On Using XR in Chronic Pain Management. We are overseeing two different chronic pain-specific related implementations. Let me highlight one that is for at‑home chronic low back pain management. These projects are funded by different offices in the VA. We contribute the immersive technology to these projects. For example, our collaboration with the Office of Pain Management combats Veterans’ chronic pain by increasing access to at-home virtual reality sessions that teach the skills needed to better manage chronic pain. The approach allows veterans to effectively treat chronic pain symptoms from the comfort of their own homes without compromising the effectiveness of their care. It also decreases reliance on pharmacological modalities, significantly reducing the possibility of addiction.  

On the VA Immersive Summit. We look forward to the VA Immersive Summit each year because it’s where everyone comes together — VA staff and executives, our collaborators from industry and academia, and most importantly veterans themselves who have benefited from this technology and our efforts. 
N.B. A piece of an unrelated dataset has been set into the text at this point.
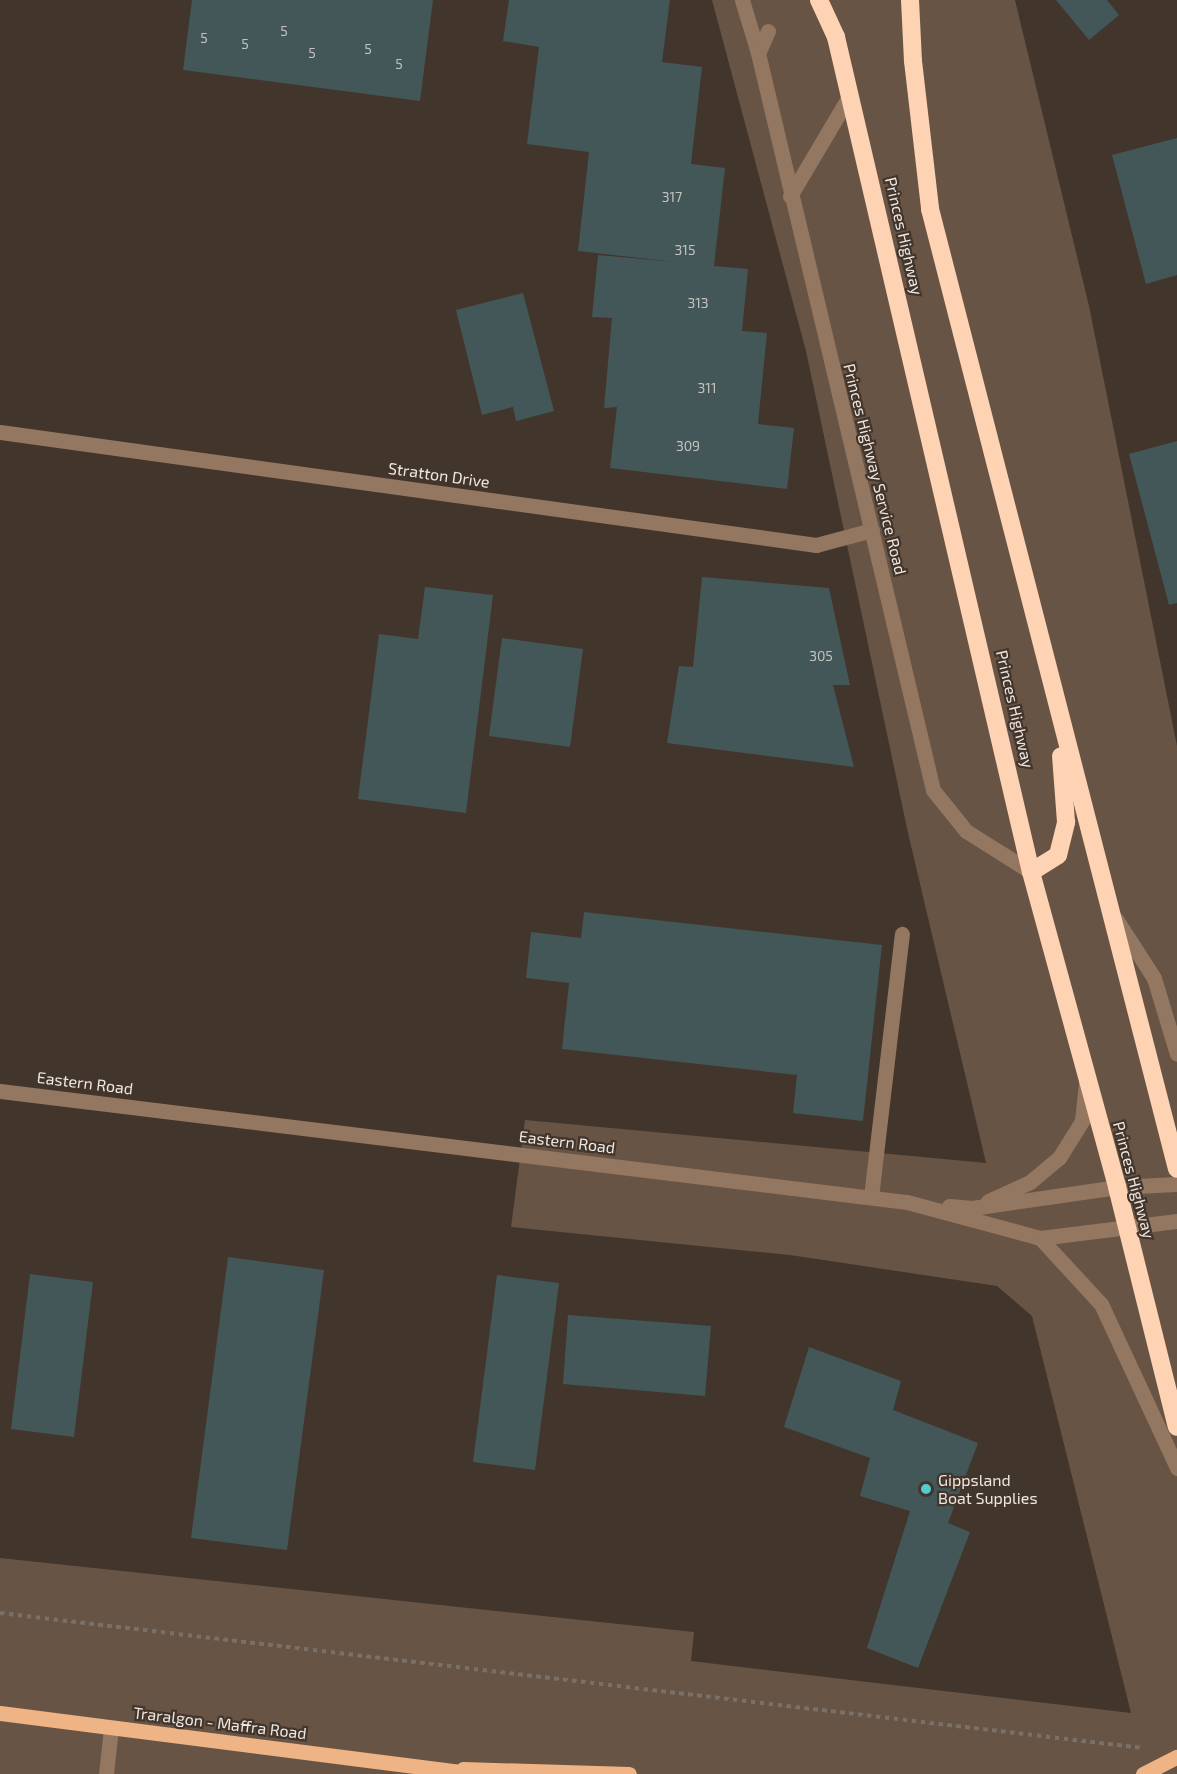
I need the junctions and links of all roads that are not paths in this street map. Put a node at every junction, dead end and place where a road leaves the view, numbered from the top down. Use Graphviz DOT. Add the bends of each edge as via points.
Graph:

Our last summit was August of 2023. We had over 200 people in person with more than 500 joining us online. It is two and a half days of hearing from veterans and staff, telling stories, and then getting a sense of what’s next. The consensus at the end of that summit was everybody wanted more access to this technology. They want more training and education both for veterans and for staff on how to use the technology and then more data on how we best to implement it going forward.

On the Future. We’ve heard repeatedly that VA is the global leader of clinical implementation of immersive technology. We’re excited about it. We believe in VA’s ability to effect change. We want to use our size and scale to transform global healthcare. We also think this helps us to attract and retain the best and brightest because there are real opportunities to do life‑changing things within VA. 

I would also like to highlight some other accomplishments. The Innovation Ecosystem has partnered with the field to embed physical therapy into primary care — an effort that sets the example for other transformational care models. The Center for Care and Payment Innovation is designed to test and evaluate innovation in the business and care model space. SimLEARN, which is all about improving the quality of health care services for America’s Veterans through the application of simulation-based learning strategies to clinical workforce development. It launched the SimVET program, where they are looking at emerging technologies and evaluating them in a simulated environment to ensure safety for whatever touches a patient. Advanced manufacturing received VA’s first compassionate use designation from the FDA for a Gio stent, a 3D-printed hearing device, that was designed for a South Carolina veteran with a rare form of hearing loss, who got to name it. It is named after his grandson. These are just a handful of accomplishment, but VA has vast potential to lead and define healthcare innovation. I’m looking forward to seeing what that looks like as we move forward.